2. Materials and Methods
2.1. Raw Materials
Coconut mesocarp tissue was obtained in San Blas, Nayarit, Mexico (21°32′27.4″ N and 105°17′28.7″ W). Banana fruits were purchased from a commercial orchard located at 21°28′28.6″ N and 104°51′31.1″ W in Tepic, Nayarit, Mexico. Potato dextrose agar (PDA) was purchased from Sigma-Aldrich (St. Louis, MO, USA). Formic acid and methanol were purchased from Sigma-Aldrich.
2.2. Isolation, Purification, Pathogenicity Test, and Molecular Analysis of Fusarium spp.

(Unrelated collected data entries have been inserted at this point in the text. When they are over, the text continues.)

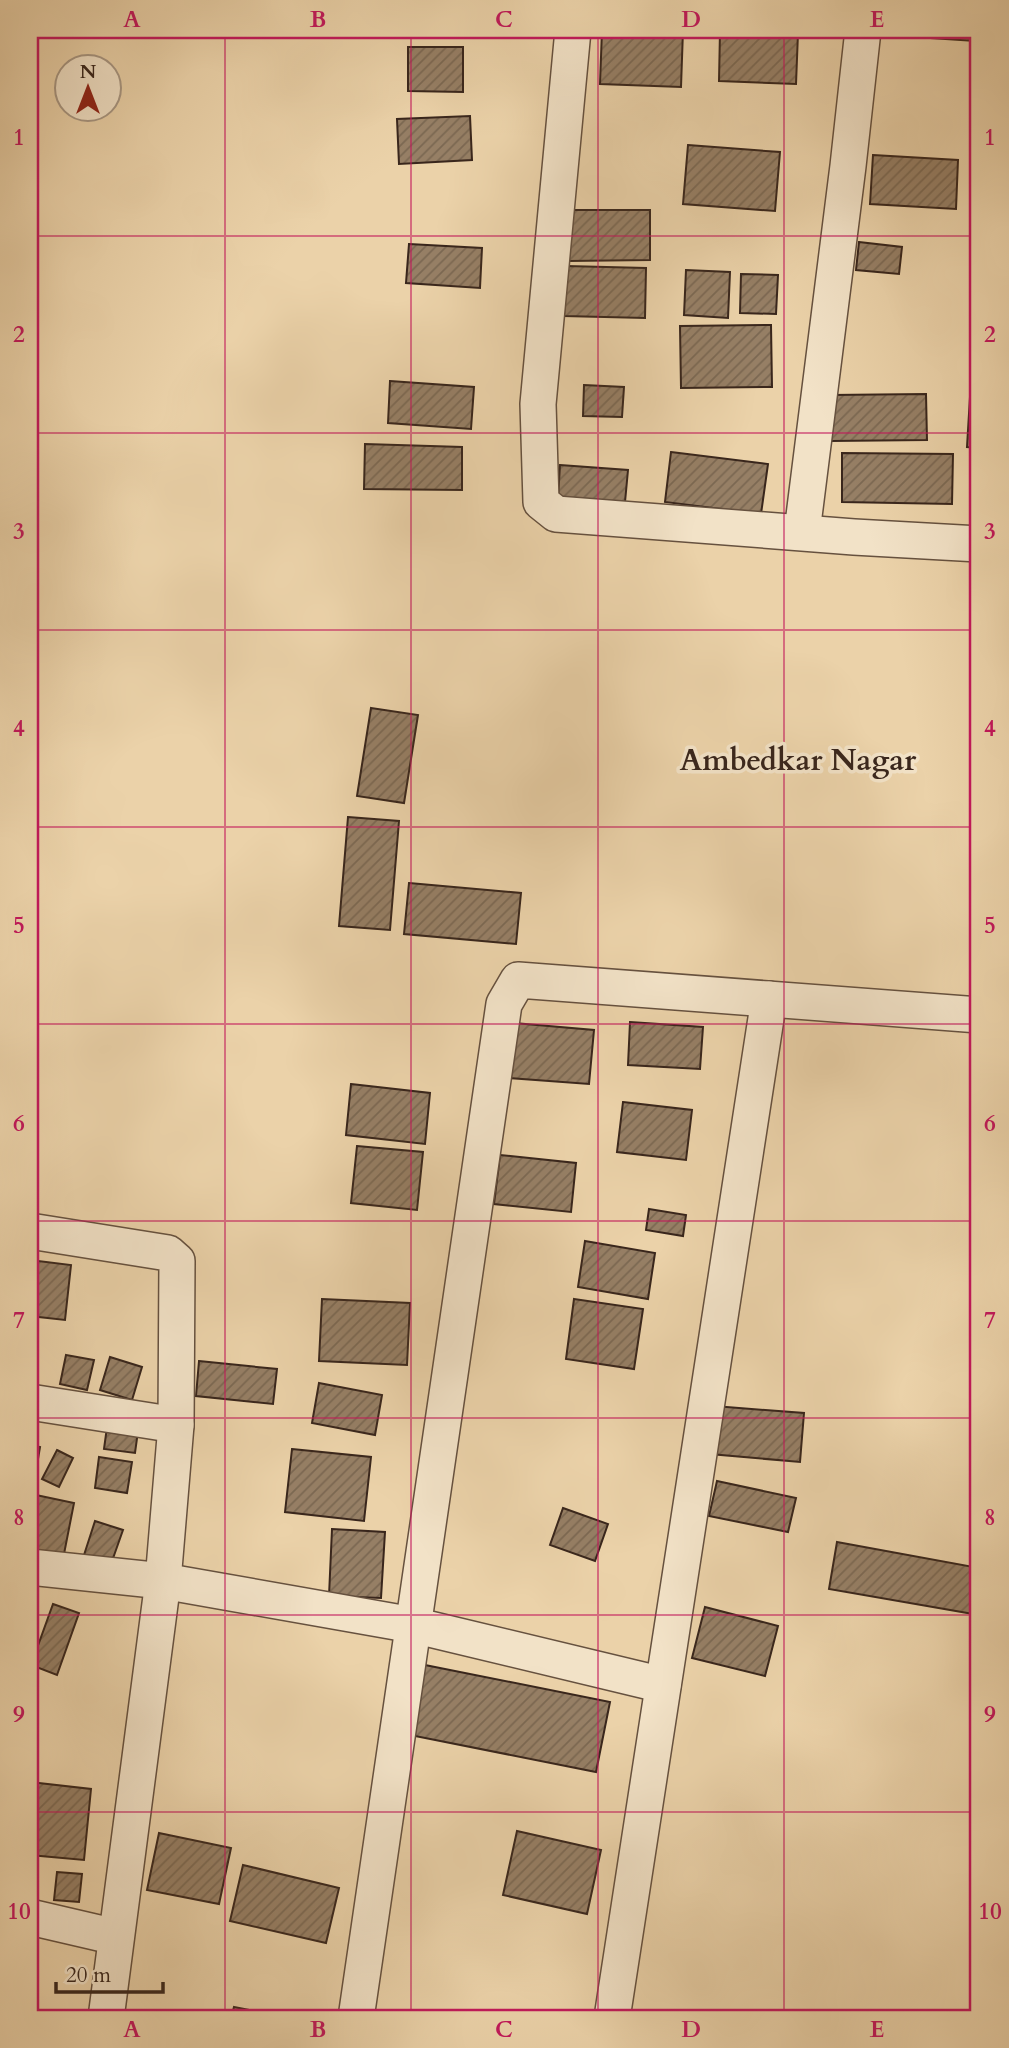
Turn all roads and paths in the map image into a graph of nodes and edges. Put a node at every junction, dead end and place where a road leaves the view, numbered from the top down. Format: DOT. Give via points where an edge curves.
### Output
graph roads {
  1 [pos="573,30"];
  2 [pos="863,30"];
  3 [pos="802,532"];
  4 [pos="979,544"];
  5 [pos="769,999"];
  6 [pos="979,1015"];
  7 [pos="30,1231"];
  8 [pos="30,1402"];
  9 [pos="176,1425"];
  10 [pos="30,1567"];
  11 [pos="163,1581"];
  12 [pos="413,1625"];
  13 [pos="663,1685"];
  14 [pos="30,1917"];
  15 [pos="116,1937"];
  16 [pos="106,2018"];
  17 [pos="356,2018"];
  18 [pos="612,2018"];
  1 -- 3 [label="street" via="538,404 541,502 556,513"];
  2 -- 3 [label="street"];
  3 -- 4 [label="street"];
  5 -- 6 [label="street"];
  5 -- 12 [label="street" via="518,980 504,1004"];
  5 -- 13 [label="street"];
  7 -- 9 [label="street" via="167,1253 177,1261"];
  8 -- 9 [label="street"];
  9 -- 11 [label="street"];
  10 -- 11 [label="street"];
  11 -- 12 [label="street"];
  11 -- 15 [label="street"];
  12 -- 13 [label="street"];
  12 -- 17 [label="street"];
  13 -- 18 [label="street"];
  14 -- 15 [label="street"];
  15 -- 16 [label="street"];
}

Healthy mature banana fruits were used for the isolation of the pathogen; to allow fungal infection, the fruit was placed in a chamber with a relative humidity between 90 ± 5% at ambient temperature. After 9 days, tissues (crown and fruit) with disease development were selected and cut (1 × 1 cm) considering 50% of the infected area and 50% of the non-infected area. The selected tissues were then treated with sodium hypochlorite solution (NaClO at 2%) for 2 min, rinsed with sterile distilled water (SDW), placed on PDA plates, and incubated at 25 °C [12]. The isolated fungus was purified, and monosporic isolation was performed. Koch’s postulates were then evaluated to determine the pathogenicity of Fusarium musae [12]. First, a spore suspension was prepared according to the methodology of Iñiguez-Moreno et al. [13]. Then, disease- and damage-free bananas were washed, disinfected, and artificially infected with the spore suspension (10 μL, 1 × 106 conidia/mL) of the pathogen, and the wound was made in the crown and fruit tissue using a sterile needle [14]. Control fruits were treated with SDW. Finally, fungal reisolation was performed with the same protocol to isolate Fusarium musae. For molecular identification, Fusarium sp. was grown in potato dextrose broth (PDB). DNA was extracted according to the method of Raeder and Broda [15]. The fungus was identified using the ITS1-5.8S-ITS2 region of the rRNA gene cluster, and the primers used were ITS1 (5′-TCCGTAGGTGAACCCTGCGC-3′) and ITS4 (5′-TCCTCCGCTTATTGATATGC-3′). The reactions were amplified using a thermocycler (Bio-Rad Laboratories, Hercules, CA, USA). The amplicons were sequenced in both directions and compared with the sequences of type strains in GenBank DNA database using the basic local alignment search tool BLAST.2.6 [16].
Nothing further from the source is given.